Silver prices this were slightly lower this week, despite USD weakness and higher equity prices, following news of a major new silver discovery by a UK mining company in Ethiopia. Altus Strategies made the discovery in the Tigray Regional State of northern Ethiopia and are calling the site its “Simret silver prospect.”
Silver prices pierced below the 13.6704 – 13.9612 level support this week to print fresh 2018 lows before recovering back above the level and forming a potential double bottom. However, unless the price makes it back above the 15.1825 – 15.5734 level, the focus will be on the further downside.
The red metal was modestly lower this week, managing to recover initial losses as the USD retreated following dovish comments from Fed chairman Powell. The outlook for copper is heavy, though, and investor sentiment is weak due to the increase in US tariffs to be applied to Chinese goods starting in January. The existing 10% tariffs on around $200 billion of Chinese goods will increase to 25% under current plans and are expected to hit Chinese manufacturing.
Trade war concerns have been a major headwind for copper prices this year, and the prospect of further tariffs has investors concerned. However, with President Trump and Chinese premier Xi Jinping due to meet this weekend at the G20 summit, traders are quietly hopeful of a deal which could see these tariffs postponed or removed. However, the meeting presents two ways risk as Trump has warned that if the talks are unsuccessful, he could apply tariffs to the remaining $267 billion worth of goods entering the US from China each year.
For now, copper prices continue to battle it out around the 2.767 level which has seen volatile but evenly matched order flow. To the downside, we have support at the 2.567 level (2018 low) with the rising trend line from 2016 lows coming in around the same level also and a deeper 2.443 structural level below that. To the topside, the 2.959 level is the main resistance to watch (broken 2015, the range of swing lows over late 2017 / early 2018).

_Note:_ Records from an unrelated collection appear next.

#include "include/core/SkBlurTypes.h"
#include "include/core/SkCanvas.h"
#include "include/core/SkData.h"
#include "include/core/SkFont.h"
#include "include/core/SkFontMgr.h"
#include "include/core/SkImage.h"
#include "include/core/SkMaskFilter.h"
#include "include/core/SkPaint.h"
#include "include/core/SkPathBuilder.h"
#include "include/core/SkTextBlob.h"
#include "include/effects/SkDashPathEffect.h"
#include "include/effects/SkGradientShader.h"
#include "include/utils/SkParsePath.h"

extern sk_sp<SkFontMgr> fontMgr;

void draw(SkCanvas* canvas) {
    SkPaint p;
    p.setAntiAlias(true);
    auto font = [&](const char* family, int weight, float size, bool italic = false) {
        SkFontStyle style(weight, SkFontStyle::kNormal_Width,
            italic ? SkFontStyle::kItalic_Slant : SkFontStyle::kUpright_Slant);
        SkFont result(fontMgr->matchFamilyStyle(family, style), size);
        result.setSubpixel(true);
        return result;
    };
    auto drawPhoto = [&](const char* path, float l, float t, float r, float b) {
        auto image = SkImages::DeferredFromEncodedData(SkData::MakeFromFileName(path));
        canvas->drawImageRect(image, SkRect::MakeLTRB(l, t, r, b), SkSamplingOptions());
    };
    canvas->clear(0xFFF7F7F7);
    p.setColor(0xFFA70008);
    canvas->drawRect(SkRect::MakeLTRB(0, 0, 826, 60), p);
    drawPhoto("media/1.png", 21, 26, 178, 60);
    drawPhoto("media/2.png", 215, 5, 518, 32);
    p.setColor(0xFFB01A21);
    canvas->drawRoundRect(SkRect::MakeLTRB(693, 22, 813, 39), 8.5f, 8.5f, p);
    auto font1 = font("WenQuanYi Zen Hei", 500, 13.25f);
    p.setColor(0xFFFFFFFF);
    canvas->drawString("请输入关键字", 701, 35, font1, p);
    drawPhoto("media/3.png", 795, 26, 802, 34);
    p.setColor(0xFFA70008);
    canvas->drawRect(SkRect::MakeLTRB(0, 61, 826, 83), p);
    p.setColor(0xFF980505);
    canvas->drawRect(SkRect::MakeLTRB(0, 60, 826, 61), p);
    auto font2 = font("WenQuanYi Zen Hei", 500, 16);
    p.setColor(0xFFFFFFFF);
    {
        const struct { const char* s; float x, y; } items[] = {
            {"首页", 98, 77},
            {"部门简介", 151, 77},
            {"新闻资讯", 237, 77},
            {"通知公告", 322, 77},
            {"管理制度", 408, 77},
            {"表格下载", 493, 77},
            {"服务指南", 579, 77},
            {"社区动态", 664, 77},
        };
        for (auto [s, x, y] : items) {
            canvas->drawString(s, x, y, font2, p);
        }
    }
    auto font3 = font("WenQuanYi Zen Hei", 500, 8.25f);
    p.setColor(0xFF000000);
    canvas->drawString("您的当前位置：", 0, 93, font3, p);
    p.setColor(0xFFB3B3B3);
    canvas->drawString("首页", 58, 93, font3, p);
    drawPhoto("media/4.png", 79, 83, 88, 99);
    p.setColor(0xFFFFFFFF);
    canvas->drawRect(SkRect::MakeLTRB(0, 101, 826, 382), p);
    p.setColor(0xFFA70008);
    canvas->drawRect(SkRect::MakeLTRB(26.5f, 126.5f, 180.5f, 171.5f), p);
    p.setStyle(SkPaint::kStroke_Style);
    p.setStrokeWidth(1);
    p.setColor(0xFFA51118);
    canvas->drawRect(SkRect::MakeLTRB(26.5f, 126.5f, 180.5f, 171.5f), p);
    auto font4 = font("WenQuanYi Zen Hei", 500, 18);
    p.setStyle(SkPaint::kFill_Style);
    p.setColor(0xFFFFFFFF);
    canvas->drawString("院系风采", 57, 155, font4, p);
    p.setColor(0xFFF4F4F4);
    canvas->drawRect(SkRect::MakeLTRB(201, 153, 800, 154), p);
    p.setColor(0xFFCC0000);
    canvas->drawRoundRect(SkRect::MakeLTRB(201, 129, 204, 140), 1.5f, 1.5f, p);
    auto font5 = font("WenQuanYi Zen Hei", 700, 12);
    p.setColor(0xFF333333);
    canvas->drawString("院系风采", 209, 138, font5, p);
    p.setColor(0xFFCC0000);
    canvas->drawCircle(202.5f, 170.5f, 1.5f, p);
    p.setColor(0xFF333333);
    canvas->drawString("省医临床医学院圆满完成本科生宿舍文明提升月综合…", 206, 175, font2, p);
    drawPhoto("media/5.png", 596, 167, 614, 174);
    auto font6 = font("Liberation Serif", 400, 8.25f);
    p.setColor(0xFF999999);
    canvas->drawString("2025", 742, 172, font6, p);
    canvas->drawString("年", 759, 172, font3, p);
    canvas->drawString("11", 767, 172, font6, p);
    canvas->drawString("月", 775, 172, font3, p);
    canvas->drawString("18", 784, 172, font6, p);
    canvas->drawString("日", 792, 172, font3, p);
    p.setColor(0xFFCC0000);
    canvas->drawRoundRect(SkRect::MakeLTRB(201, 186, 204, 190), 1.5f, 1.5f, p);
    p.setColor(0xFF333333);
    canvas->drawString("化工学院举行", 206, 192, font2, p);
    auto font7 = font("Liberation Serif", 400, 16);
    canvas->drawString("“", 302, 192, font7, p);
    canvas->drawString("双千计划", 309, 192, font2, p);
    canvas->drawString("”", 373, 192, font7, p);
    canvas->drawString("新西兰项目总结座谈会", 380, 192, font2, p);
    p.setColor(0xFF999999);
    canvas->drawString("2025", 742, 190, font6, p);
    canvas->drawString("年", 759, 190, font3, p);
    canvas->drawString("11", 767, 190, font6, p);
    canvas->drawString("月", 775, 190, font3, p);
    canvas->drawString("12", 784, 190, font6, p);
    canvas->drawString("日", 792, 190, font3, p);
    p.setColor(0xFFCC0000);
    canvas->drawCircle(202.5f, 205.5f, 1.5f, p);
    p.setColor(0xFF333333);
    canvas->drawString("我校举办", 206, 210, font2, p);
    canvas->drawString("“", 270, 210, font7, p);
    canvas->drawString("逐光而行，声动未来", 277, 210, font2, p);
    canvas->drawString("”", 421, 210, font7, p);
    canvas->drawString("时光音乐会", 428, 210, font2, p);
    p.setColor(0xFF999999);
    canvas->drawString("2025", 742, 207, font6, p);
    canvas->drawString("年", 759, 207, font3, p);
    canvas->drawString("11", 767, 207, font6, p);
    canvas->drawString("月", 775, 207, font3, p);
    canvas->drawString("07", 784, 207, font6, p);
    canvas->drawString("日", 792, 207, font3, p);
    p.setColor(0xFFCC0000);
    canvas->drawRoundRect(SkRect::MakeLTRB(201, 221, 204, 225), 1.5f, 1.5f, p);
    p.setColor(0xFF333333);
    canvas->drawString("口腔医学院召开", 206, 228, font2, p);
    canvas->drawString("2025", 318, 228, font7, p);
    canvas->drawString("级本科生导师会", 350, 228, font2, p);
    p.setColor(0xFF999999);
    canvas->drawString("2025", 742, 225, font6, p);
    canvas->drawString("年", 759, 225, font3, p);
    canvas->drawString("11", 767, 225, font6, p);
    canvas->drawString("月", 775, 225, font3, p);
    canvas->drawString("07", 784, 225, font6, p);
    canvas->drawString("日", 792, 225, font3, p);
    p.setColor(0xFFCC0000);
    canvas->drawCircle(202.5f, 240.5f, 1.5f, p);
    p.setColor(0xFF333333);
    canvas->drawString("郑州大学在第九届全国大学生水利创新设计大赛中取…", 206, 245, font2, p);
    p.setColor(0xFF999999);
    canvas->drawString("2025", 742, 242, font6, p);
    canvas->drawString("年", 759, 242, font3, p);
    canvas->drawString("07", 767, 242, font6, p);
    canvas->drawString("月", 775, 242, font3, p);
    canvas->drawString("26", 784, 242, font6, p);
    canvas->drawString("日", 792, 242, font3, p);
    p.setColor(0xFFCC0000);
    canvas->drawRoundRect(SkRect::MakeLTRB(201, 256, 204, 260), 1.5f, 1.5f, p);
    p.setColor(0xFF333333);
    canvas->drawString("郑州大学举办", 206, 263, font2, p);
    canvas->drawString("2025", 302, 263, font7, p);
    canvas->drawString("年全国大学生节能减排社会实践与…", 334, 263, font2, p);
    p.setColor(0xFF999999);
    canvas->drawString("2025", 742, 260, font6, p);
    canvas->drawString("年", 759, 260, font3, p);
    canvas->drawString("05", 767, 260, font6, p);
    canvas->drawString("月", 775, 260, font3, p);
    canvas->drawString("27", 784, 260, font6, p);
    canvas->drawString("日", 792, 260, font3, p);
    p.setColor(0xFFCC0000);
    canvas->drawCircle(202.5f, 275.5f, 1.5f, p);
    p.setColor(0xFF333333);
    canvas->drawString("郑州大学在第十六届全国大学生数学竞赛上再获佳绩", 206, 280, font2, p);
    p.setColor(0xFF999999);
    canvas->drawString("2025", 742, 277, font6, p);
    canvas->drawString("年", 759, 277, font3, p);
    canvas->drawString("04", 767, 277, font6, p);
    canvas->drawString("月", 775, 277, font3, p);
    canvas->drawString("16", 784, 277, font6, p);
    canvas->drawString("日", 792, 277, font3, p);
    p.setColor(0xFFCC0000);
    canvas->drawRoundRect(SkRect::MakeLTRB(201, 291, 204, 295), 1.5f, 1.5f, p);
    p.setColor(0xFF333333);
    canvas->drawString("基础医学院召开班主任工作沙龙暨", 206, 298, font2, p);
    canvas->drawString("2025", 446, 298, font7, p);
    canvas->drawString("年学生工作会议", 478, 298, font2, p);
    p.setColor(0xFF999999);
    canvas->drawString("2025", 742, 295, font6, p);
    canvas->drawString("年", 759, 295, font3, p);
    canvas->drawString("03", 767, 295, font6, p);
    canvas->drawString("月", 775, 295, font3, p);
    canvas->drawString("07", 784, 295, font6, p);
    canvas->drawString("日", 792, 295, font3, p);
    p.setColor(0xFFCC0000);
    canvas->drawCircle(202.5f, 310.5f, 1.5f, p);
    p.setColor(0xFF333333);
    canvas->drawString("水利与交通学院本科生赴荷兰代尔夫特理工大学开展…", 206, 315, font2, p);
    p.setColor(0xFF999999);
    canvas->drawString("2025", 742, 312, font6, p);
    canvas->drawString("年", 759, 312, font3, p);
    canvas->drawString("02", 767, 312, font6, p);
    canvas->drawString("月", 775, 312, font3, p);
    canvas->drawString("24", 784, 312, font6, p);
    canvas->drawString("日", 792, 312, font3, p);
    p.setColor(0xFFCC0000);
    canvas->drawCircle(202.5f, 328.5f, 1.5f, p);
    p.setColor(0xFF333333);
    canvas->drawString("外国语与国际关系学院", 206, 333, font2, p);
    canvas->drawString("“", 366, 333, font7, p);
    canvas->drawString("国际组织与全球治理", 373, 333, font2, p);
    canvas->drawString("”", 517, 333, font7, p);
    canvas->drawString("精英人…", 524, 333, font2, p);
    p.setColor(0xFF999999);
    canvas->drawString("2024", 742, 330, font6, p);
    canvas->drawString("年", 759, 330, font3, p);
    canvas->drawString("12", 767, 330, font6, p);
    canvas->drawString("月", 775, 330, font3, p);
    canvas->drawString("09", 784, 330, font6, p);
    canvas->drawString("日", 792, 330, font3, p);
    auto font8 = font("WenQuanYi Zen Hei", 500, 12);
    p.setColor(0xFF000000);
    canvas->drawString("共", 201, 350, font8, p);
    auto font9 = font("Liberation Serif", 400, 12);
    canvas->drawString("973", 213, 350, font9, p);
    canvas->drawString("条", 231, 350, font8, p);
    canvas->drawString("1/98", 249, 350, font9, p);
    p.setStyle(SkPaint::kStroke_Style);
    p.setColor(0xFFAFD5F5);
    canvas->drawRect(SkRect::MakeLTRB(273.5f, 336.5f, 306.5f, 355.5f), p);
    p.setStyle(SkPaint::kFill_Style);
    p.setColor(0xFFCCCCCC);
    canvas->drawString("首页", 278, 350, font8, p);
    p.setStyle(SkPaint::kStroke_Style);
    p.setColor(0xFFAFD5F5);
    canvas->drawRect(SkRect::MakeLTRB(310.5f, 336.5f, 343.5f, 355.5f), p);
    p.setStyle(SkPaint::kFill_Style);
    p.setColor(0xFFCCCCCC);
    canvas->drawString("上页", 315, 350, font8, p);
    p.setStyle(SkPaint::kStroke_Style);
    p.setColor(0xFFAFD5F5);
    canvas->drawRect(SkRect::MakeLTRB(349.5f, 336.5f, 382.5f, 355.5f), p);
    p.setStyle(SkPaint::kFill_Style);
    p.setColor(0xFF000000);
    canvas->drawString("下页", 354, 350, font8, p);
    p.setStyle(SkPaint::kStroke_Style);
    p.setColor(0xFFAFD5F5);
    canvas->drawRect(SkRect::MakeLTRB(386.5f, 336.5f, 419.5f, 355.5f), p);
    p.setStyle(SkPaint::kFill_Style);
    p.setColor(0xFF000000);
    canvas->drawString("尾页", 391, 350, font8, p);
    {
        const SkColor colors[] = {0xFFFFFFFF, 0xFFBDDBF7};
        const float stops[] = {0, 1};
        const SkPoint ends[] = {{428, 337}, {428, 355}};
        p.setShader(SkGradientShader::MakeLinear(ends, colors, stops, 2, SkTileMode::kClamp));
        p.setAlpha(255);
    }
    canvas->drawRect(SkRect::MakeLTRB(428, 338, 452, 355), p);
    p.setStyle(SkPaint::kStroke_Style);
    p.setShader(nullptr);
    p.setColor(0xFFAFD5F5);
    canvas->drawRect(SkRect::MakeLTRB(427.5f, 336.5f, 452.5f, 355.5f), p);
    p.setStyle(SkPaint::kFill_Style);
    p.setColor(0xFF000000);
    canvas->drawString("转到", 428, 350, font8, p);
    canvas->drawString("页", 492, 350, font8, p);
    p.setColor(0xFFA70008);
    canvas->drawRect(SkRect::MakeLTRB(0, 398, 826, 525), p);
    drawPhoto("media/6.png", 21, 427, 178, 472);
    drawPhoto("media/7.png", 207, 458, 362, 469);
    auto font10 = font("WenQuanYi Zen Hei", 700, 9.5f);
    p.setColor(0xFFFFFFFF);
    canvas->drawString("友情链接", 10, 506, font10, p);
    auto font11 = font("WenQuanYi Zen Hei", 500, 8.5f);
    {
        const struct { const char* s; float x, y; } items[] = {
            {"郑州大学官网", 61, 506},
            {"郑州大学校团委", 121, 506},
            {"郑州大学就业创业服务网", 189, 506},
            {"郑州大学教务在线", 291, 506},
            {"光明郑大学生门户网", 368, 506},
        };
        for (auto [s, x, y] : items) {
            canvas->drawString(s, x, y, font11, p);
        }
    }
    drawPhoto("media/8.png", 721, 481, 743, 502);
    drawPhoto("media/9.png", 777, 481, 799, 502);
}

Iron ore prices crashed catastrophically lower this week, collapsing by around $10 before stabilizing. The crash has been linked to weakness in Chinese steel prices which fell this week. Commenting on the sell-off, Goldman Sachs said:
“We think the broad-based sell-off in steelmaking raw materials is mainly driven by weakening steel margins, which in turn is due to looser-than-expected winter steel production curtailment and higher-than-expected steel supply in a macro environment with elevated uncertainties and weak sentiment.”
Disappointingly for Iron ore bulls, prices are now right back down at the low end of the $64 – $69 range that held iron ore captive over 2Q and 3Q. After trading all the way up to just shy of the 2018 highs, prices are now back down around their lowest point of the year. From here, the $69 level is once again viewed as resistance while the $64 level remains the key support zone.